En algún momento de aquella noche alguien le preguntó a Skármeta qué estaba escribiendo y él mencionó una obra de teatro que tenía como temática central el plebiscito de 1988 y el triunfo del NO. Entonces Pato comenzó a hacerle preguntas sobre quién era el héroe de esa historia, sobre el interés del tema, sobre la tensión dramática y el estilo. Solo preguntaba, pero con cierta intencionalidad inquisidora que incomodaron al anfitrión. Había ahí algo impertinente y hasta mal educado, que provocó un momento de incomodidad imposible ya de remontar. La mayoría nos fuimos al poco rato, aunque un par de compañeros se quedaron con el maestro a tomarse el del estribo, según nos dijeron.
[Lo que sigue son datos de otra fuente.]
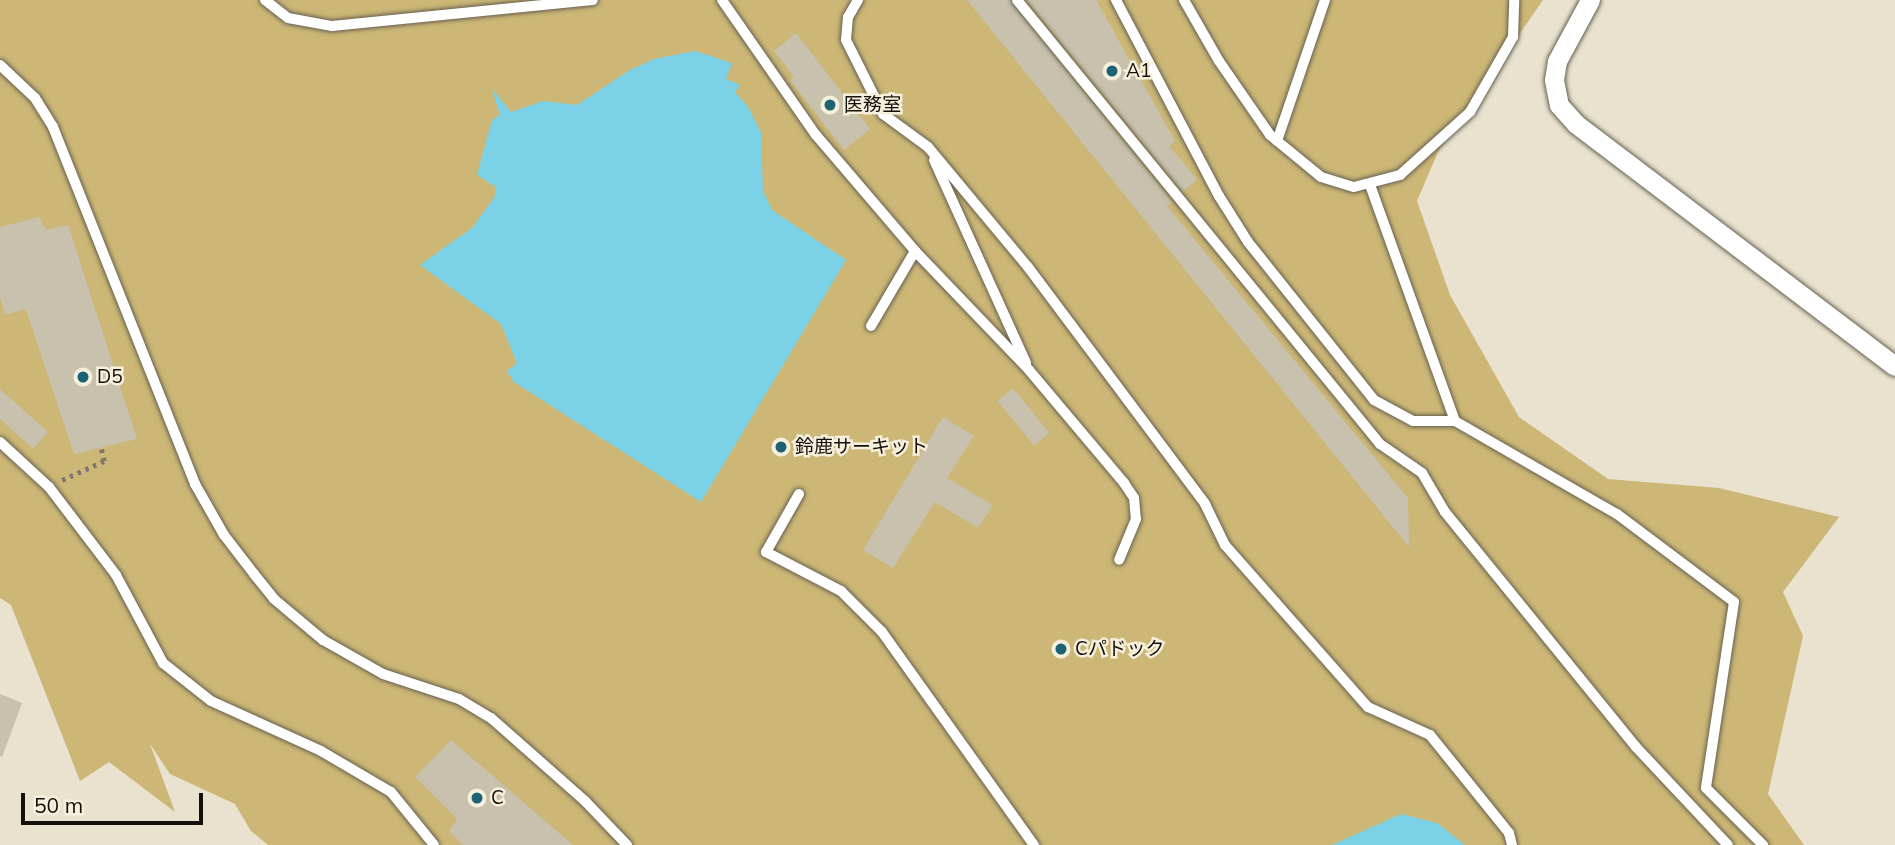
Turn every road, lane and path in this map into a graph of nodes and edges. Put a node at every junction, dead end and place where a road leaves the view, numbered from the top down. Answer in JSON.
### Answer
{"nodes":[{"id":1,"x":265,"y":0,"type":"edge"},
{"id":2,"x":593,"y":0,"type":"edge"},
{"id":3,"x":722,"y":0,"type":"edge"},
{"id":4,"x":859,"y":0,"type":"edge"},
{"id":5,"x":1017,"y":0,"type":"edge"},
{"id":6,"x":1116,"y":0,"type":"edge"},
{"id":7,"x":1185,"y":0,"type":"edge"},
{"id":8,"x":1325,"y":0,"type":"edge"},
{"id":9,"x":1514,"y":0,"type":"edge"},
{"id":10,"x":1590,"y":0,"type":"edge"},
{"id":11,"x":0,"y":65,"type":"edge"},
{"id":12,"x":1277,"y":141,"type":"junction"},
{"id":13,"x":928,"y":147,"type":"junction"},
{"id":14,"x":1370,"y":186,"type":"junction"},
{"id":15,"x":915,"y":251,"type":"junction"},
{"id":16,"x":871,"y":326,"type":"dead end"},
{"id":17,"x":1895,"y":366,"type":"edge"},
{"id":18,"x":1029,"y":370,"type":"junction"},
{"id":19,"x":1455,"y":421,"type":"junction"},
{"id":20,"x":0,"y":442,"type":"edge"},
{"id":21,"x":101,"y":448,"type":"dead end"},
{"id":22,"x":49,"y":487,"type":"junction"},
{"id":23,"x":799,"y":494,"type":"dead end"},
{"id":24,"x":1119,"y":560,"type":"dead end"},
{"id":25,"x":434,"y":845,"type":"edge"},
{"id":26,"x":627,"y":845,"type":"edge"},
{"id":27,"x":1034,"y":845,"type":"edge"},
{"id":28,"x":1512,"y":845,"type":"edge"},
{"id":29,"x":1728,"y":845,"type":"edge"},
{"id":30,"x":1763,"y":845,"type":"edge"}],
"edges":[{"from":1,"to":2,"type":"lane"},
{"from":3,"to":15,"type":"lane"},
{"from":4,"to":13,"type":"lane"},
{"from":5,"to":29,"type":"lane"},
{"from":6,"to":19,"type":"lane"},
{"from":7,"to":12,"type":"lane"},
{"from":8,"to":12,"type":"lane"},
{"from":9,"to":14,"type":"lane"},
{"from":10,"to":17,"type":"street"},
{"from":11,"to":26,"type":"lane"},
{"from":12,"to":14,"type":"lane"},
{"from":13,"to":18,"type":"lane"},
{"from":13,"to":28,"type":"lane"},
{"from":14,"to":19,"type":"lane"},
{"from":15,"to":16,"type":"lane"},
{"from":15,"to":18,"type":"lane"},
{"from":18,"to":24,"type":"lane"},
{"from":19,"to":30,"type":"lane"},
{"from":20,"to":22,"type":"lane"},
{"from":21,"to":22,"type":"path"},
{"from":22,"to":25,"type":"lane"},
{"from":23,"to":27,"type":"lane"}]}
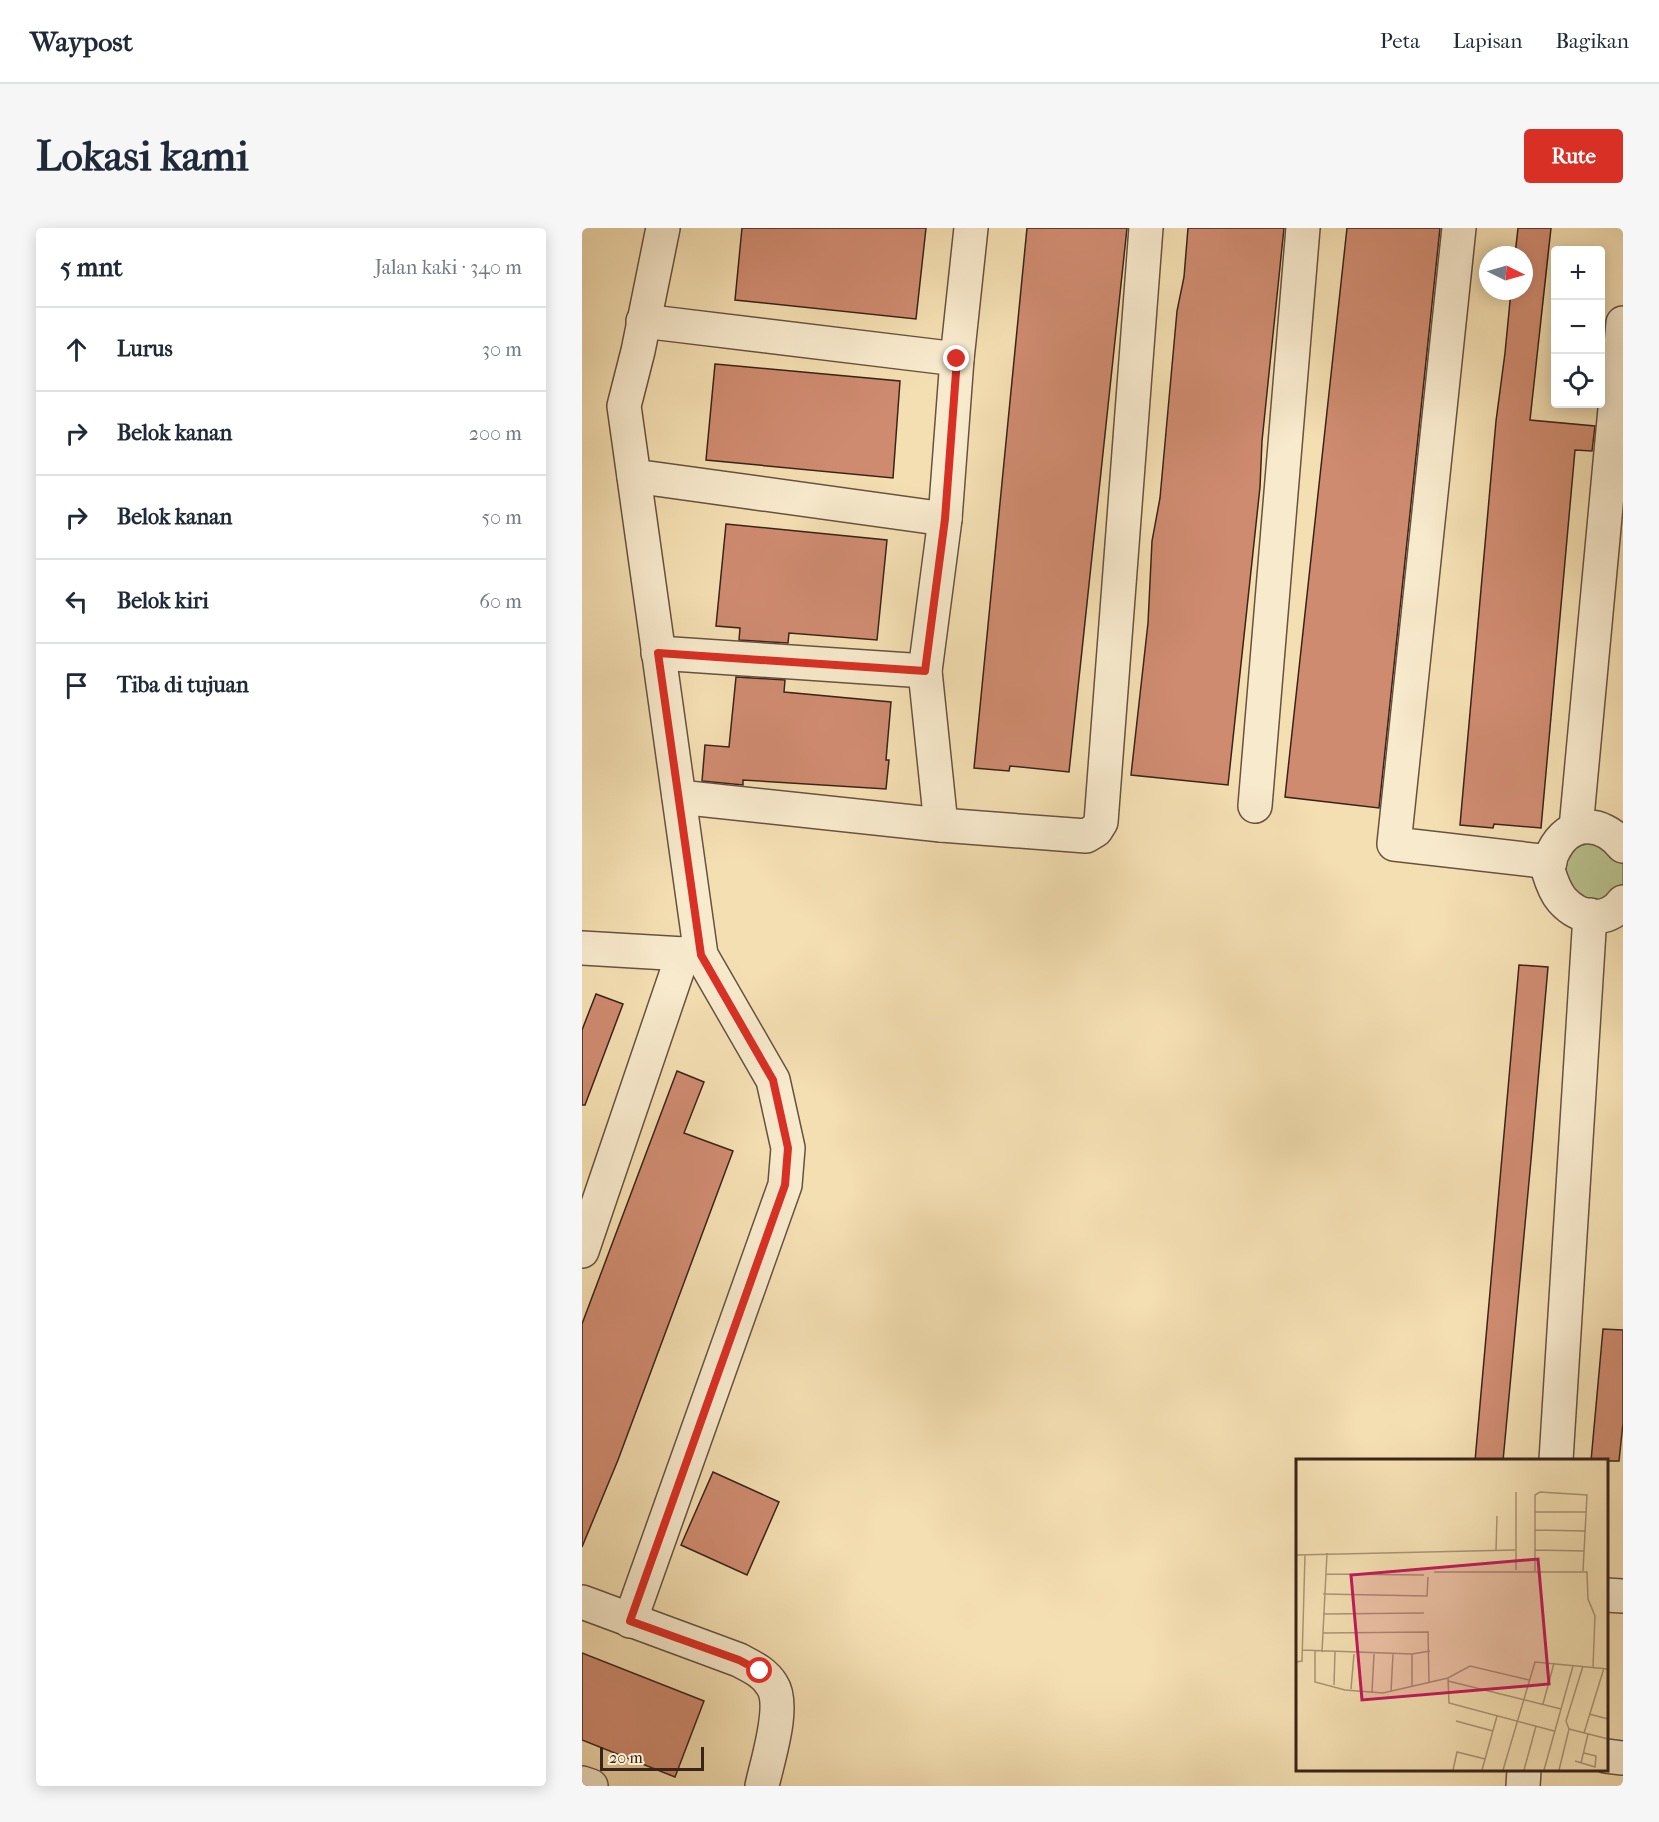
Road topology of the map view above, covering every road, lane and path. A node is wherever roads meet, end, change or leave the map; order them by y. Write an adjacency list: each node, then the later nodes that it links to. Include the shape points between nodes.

Con Pato Tapia nos fuimos a su departamento y seguimos tomando y leímos en voz alta algunos fragmentos de Salón de belleza, la novela de Bellatin, en una edición peruana que había traído en un viaje reciente, y hablamos mal de todos y nos reímos y seguimos tomando y hablando de los libros que íbamos a escribir y después, en la mañana, nos fuimos al mercado a comprar una corvina para preparar el ceviche.  
 
 
4.
 
Un pudor adolescente nos impedía exponer cualquier gesto que oliera a “carrera” literaria, como si fuera una vergüenza o una vulgaridad interesarse en ser publicados, leídos, comentados, con la idea ilusa de que los textos se bastaban a sí mismos y, tarde o temprano, imponían su inmanente calidad. De modo que nunca tuve claro cuánto hizo Pato Tapia por publicar sus cuentos, cuántas veces, si lo hizo, mandó a una editorial el volumen que se iba a llamar Una vez me mordió, y cuántas veces fueron rechazados y con qué argumentos.

¿Existen esos cuentos ahora? ¿Se pueden leer en alguna parte? En mi memoria, al menos, están intactos. Y siguen siendo contenidos y brutales, o brutales en su contención, dolorosos, cargados de una idea del fracaso que quizás, vista en perspectiva, era solo una estrategia inconsciente para espantar el futuro indeseado.

En paralelo a esos cuentos, Pato Tapia comenzó una novela. Alcanzamos incluso a leer algunos fragmentos antes de perdernos de vista. En uno de esos fragmentos, un niño de cuatro años jugaba con un autito rojo peligrosamente al borde de la calle.